Personal information
- Full name: Sebastián Andrés Setti Wasilewski
- Date of birth: 9 February 1984 (age 42)
- Place of birth: Caseros, Buenos Aires, Argentina
- Height: 1.86 m (6 ft 1 in)
- Position: Midfielder

Team information
- Current team: Deinze (assistant coach)

Senior career*
- Years: Team / Apps / (Gls)
- 2004–2007: Argentinos Juniors / 13 / (0)
- 2006–2007: → Almagro (loan) / 20 / (1)
- 2007–2008: Guaraní / 33 / (0)
- 2008–2010: Royal Antwerp / 52 / (6)
- 2010: Changchun Yatai / 22 / (1)
- 2011–2012: Chornomorets Odesa / 32 / (0)
- 2012: Apollon Limassol / 13 / (1)
- 2013–2014: Asteras Tripoli / 22 / (1)
- 2014: Apollon Smyrni / 5 / (0)
- 2015–2016: Panthrakikos / 9 / (0)
- 2016: Atlético San Luis / 11 / (0)
- 2016–2017: Llagostera / 3 / (0)
- 2017: Figueres / ? / (?)
- 2017–2019: Amorebieta / 11 / (0)

Managerial career
- 2018–2021: CD Laudio
- 2023: CF Montréal (assistant)
- 2024–: Deinze (assistant)

= Sebastián Setti =

Argentine footballer

Sebastián "Seba" Andrés Setti Wasilewski (/es/; born 9 February 1984) is an Argentine football manager and former professional player. he is the currently assistant coach of Challenger Pro League club Deinze.

==Club career==
Setti used to play for Argentinos Juniors, Almagro in Argentina and Guaraní in Paraguay. He transferred to Royal Antwerp in 2008. On 14 August 2008, he scored his first goal for the club against K.A.S. Eupen.

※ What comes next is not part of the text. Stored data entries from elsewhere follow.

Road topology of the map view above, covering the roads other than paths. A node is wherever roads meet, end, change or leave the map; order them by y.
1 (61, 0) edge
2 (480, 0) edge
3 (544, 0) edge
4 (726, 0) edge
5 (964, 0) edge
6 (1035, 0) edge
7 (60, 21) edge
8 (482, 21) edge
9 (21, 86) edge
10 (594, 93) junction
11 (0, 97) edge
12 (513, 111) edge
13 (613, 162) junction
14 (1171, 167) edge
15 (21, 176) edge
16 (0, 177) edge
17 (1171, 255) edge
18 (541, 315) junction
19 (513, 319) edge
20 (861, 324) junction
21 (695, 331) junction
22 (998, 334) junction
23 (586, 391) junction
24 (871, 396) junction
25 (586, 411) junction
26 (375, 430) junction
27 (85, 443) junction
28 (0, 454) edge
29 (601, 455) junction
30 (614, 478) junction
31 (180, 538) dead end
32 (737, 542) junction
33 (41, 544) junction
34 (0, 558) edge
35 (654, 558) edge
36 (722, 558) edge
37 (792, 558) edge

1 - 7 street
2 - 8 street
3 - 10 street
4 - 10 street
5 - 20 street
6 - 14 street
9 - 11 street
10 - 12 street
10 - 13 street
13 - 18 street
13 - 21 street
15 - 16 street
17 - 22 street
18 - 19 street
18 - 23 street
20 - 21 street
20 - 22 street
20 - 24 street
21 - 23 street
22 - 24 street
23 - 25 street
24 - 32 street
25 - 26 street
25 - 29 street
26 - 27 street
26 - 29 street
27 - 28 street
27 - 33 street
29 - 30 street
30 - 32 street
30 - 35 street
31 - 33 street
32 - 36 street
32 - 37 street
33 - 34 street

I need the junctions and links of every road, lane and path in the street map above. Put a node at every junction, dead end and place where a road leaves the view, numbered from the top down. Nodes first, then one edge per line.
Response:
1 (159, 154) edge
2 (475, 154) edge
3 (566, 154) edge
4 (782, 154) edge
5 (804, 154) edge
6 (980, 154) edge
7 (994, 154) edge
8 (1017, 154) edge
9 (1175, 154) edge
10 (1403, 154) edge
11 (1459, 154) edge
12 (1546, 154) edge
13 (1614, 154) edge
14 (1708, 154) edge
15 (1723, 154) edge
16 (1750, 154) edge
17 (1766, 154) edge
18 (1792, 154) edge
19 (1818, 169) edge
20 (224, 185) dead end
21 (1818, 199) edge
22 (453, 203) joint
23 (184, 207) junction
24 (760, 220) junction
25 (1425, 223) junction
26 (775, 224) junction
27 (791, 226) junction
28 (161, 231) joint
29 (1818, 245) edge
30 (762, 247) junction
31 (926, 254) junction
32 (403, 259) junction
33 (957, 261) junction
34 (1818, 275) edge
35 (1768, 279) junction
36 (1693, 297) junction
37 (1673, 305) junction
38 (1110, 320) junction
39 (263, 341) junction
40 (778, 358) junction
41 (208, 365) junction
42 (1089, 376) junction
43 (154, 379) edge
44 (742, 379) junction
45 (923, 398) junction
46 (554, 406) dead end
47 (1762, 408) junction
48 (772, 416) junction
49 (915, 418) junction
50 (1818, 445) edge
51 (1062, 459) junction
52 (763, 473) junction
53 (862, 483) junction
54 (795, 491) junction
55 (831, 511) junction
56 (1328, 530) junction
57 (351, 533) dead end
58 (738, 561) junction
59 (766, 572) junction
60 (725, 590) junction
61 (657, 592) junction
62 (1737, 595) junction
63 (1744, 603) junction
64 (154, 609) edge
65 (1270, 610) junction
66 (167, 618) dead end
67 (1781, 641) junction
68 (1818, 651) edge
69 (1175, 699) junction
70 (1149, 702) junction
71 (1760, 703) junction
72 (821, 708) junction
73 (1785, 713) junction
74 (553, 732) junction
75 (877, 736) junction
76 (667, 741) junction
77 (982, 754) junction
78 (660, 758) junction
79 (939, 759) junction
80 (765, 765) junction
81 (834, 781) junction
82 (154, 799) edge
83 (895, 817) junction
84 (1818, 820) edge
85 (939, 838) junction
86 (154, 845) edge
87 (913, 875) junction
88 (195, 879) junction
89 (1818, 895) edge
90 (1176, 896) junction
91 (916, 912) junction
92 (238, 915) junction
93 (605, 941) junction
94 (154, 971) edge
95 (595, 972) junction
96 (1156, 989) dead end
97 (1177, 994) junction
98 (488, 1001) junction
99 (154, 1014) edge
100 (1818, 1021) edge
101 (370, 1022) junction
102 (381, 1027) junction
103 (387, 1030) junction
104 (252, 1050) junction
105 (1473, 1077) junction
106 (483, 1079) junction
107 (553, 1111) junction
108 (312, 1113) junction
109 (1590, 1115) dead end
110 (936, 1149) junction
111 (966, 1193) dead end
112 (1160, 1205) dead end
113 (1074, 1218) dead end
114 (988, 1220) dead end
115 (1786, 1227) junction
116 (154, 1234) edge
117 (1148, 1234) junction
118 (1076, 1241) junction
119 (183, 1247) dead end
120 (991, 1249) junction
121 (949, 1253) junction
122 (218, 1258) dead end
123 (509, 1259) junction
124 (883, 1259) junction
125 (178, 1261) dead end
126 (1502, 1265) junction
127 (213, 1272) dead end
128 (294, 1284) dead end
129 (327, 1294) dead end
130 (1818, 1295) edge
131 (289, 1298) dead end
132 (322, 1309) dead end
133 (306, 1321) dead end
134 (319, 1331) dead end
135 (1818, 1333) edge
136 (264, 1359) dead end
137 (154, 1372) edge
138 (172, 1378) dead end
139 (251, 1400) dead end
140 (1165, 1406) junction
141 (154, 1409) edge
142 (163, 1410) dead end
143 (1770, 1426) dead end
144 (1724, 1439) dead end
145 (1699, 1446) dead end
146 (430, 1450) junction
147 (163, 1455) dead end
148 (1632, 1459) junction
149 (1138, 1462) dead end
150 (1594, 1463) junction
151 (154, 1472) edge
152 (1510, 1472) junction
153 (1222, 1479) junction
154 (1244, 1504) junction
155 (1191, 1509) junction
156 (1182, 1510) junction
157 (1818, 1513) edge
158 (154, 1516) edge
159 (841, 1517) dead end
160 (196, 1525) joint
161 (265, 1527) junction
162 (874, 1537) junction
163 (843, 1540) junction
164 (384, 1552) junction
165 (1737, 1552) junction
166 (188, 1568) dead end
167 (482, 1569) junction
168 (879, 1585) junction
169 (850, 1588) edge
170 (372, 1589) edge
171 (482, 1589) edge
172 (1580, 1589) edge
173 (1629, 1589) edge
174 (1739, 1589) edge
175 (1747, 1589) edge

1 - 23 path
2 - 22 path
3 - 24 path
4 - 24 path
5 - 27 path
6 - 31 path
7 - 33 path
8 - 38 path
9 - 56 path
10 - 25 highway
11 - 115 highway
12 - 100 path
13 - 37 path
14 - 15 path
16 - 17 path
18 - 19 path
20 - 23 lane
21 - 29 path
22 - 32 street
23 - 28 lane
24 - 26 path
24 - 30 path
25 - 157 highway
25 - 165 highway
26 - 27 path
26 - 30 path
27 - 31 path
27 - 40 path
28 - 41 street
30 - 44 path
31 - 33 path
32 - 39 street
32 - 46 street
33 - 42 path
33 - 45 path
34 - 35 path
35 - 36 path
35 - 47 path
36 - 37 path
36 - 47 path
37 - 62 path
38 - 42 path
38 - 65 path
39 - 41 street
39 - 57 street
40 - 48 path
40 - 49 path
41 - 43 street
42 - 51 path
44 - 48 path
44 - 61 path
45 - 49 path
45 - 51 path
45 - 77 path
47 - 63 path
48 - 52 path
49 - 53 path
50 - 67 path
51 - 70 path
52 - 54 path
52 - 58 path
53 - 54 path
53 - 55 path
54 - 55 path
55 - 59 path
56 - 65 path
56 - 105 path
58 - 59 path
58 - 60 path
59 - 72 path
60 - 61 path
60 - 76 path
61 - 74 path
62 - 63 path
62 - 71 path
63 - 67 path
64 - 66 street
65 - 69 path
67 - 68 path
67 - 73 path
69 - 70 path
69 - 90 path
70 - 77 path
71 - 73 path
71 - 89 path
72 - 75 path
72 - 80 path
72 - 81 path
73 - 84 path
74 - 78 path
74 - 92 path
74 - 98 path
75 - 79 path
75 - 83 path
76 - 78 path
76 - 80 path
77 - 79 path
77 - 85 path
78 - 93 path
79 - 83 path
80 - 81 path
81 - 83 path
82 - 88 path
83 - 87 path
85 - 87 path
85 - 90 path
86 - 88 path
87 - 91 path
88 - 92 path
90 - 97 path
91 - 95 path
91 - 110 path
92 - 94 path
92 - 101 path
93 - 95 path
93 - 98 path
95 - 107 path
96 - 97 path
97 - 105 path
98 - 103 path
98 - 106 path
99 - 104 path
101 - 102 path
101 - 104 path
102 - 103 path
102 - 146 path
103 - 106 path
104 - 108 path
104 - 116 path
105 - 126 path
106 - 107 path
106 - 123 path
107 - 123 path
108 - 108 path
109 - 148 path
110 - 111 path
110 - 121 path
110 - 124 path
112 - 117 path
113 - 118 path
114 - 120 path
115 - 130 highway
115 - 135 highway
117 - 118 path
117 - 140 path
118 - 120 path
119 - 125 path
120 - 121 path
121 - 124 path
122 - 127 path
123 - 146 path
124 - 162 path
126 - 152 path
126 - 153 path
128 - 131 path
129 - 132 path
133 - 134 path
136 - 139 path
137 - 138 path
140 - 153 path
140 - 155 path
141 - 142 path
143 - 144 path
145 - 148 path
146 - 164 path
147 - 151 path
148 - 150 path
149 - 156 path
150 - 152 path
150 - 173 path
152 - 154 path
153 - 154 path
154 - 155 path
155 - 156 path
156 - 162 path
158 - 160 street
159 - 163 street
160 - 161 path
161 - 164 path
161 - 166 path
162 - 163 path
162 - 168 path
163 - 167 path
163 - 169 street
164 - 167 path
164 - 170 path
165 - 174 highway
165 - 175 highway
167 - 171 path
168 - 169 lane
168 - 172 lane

Manager Player Garzia Marcos (Garziafutbol) Agente players

Setti moved to China and signed a contract with Changchun Yatai in March 2010. He made his CSL debut for Changchun against Liaoning F.C. on 27 March.

On 13 January 2011, Setti signed a 2.5-year contract with Chornomorets Odesa.
At this club, he got promoted to the Ukrainian football Premier League, being team's vice-captain.